6.3.09

*Porque me faz sorrir, e é um sorriso de esperança, partilho convosco..

Acabo de jantar, tomo meu café, e fico contemplando o quadro diante de mim: foi colocado dentro de um rio e ali repousou por um ano, esperando que a natureza desse o retoque final ao trabalho da pintora.
Metade da pintura foi carregada pelas águas e pelas intempéries, de modo que as bordas são irregulares; mesmo assim, posso ver ainda parte da bela rosa vermelha, pintada sobre um fundo dourado. Conheço a artista. Lembro-me de 2003, quando fomos juntos até uma floresta dos Pirineus, descobrimos o riacho que naquele momento estava seco, e escondemos a tela debaixo das pedras que cobriam seu leito.
Conheço a artista, Christina Oiticica. Neste momento, está fisicamente a 8 mil quilômetros de distância, e ao mesmo tempo sua presença está em tudo que me cerca. Isso me alegra: mesmo depois de 29 anos de casados, o amor é mais intenso que nunca. Jamais imaginei que isso fosse acontecer: vinha de três relações que não tinham dado certo, e estava convencido que não existe amor eterno, até que ela apareceu – em uma tarde de Natal, como um presente enviado por um anjo. Fomos ao cinema. Fizemos amor no mesmo dia. Eu pensei comigo mesmo: “não vai durar muito”. Durante os dois primeiros anos de relação, estava sempre preparado para que um dos dois fosse embora. Durante os cinco anos que seguiram, eu continuava achando que era apenas acomodação, e em breve cada um seguiria seu destino. Tinha convencido a mim mesmo que qualquer compromisso mais sério iria me privar de “liberdade” e impedir-me de viver tudo aquilo que desejava.
Vinte nove anos depois continuo livre – porque descobri que o amor jamais escraviza o ser humano. Sou livre para virar a cabeça e vê-la dormindo ao meu lado – essa é a foto que tenho em meu telefone celular. Sou livre para sairmos, caminharmos, continuar conversando, discutindo – e eventualmente brigando, como sempre. Sou livre para amar como nunca amei antes, e isso fez uma grande diferença em minha vida.
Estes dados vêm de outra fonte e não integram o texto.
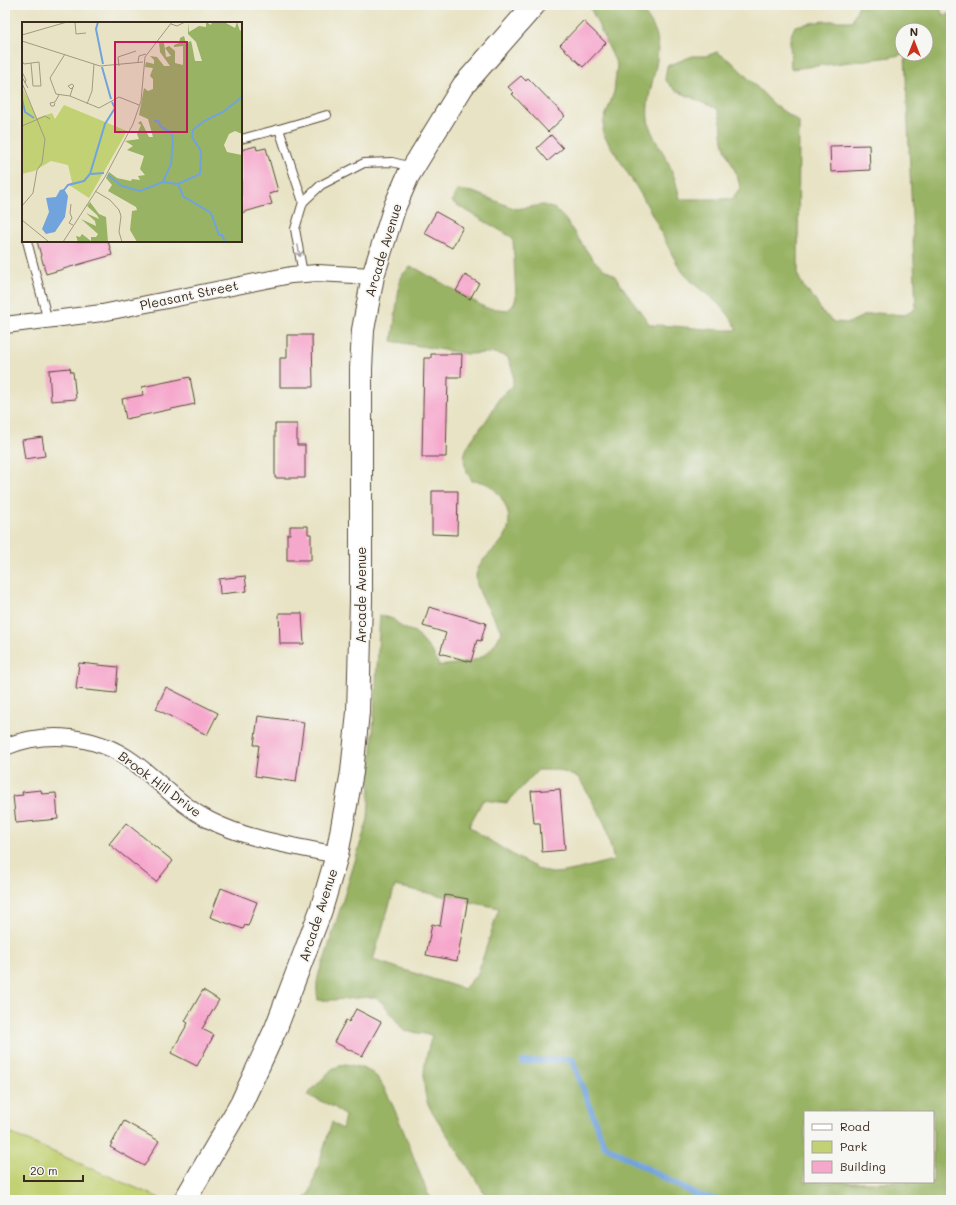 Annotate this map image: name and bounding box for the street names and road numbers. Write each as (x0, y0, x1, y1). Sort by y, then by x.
street label: Arcade Avenue (360, 201, 405, 299)
street label: Pleasant Street (138, 276, 240, 313)
street label: Arcade Avenue (352, 547, 369, 643)
street label: Brook Hill Drive (116, 747, 205, 820)
street label: Arcade Avenue (294, 866, 341, 963) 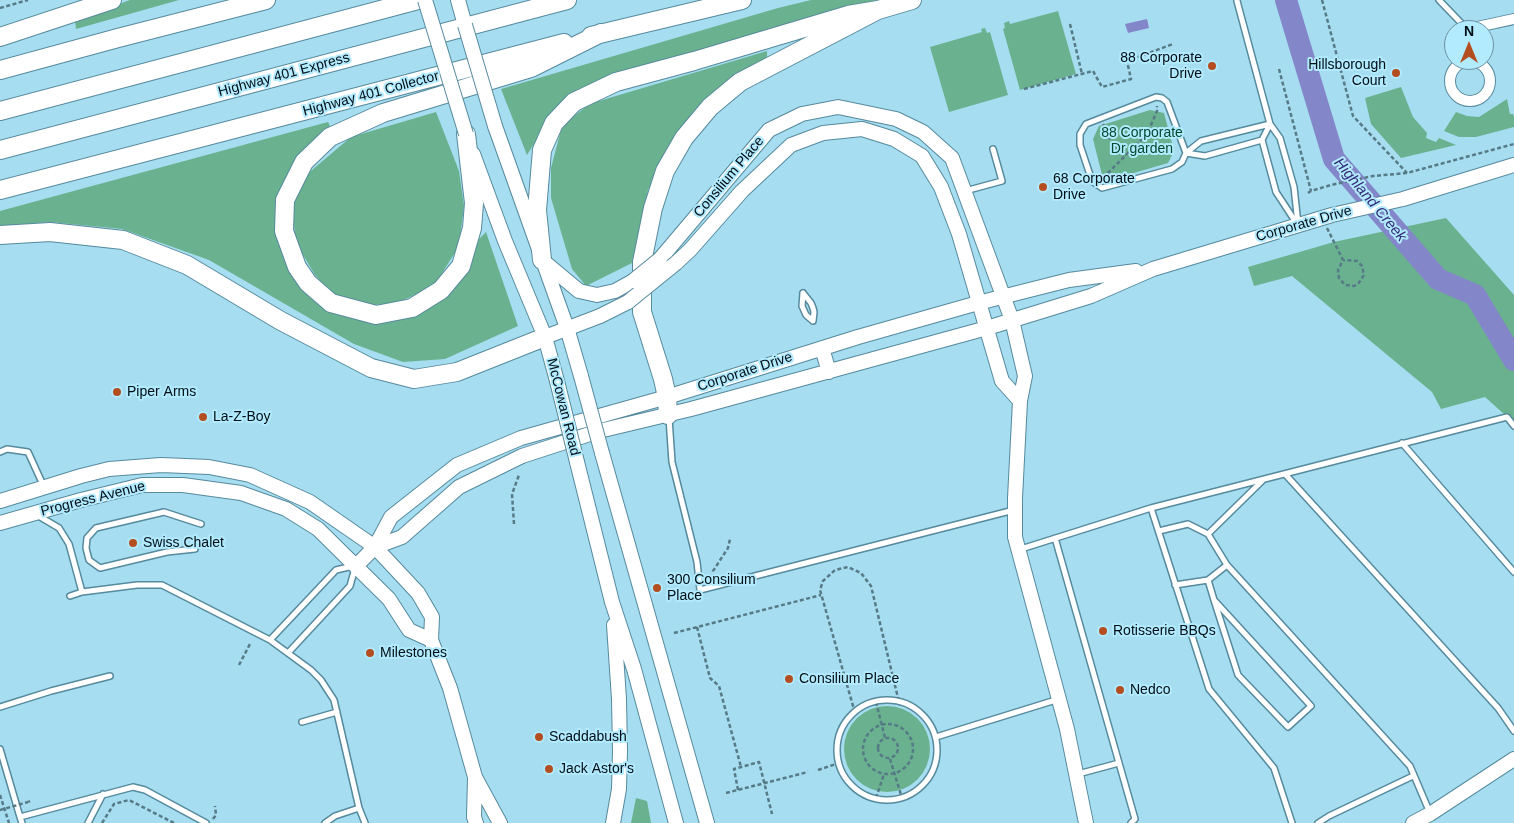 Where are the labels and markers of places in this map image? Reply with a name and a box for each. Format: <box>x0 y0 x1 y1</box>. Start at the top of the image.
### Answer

Volto ao quadro e ao rio. Estávamos no verão de 2002, eu já era um escritor conhecido, tinha dinheiro, julgava que meus valores básicos não haviam mudado, mas como ter absoluta certeza? Testando. Alugamos um pequeno quarto em um hotel de duas estrelas na França, onde começamos a passar cinco meses por ano. O armário não podia crescer, de modo que limitamos nossas roupas. Percorríamos as florestas, jantávamos fora, ficávamos horas conversando, íamos ao cinema todos os dias. A simplicidade nos confirmou que as coisas mais sofisticadas do mundo são justamente aquelas que estão ao alcance de todos. Para meu trabalho tudo que precisava era um computador portátil. Acontece que minha mulher é…pintora.
E pintores precisam de gigantescos ateliês para produzir e guardar seus trabalhos. Não queria de maneira nenhuma que sacrificasse sua vocação por mim, de modo que me propus a alugar um local. Entretanto, olhando em volta, vendo as montanhas, os vales, os rios, os lagos, as florestas, ela pensou: por que não trabalho aqui? E por que não permito que a natureza trabalhe comigo?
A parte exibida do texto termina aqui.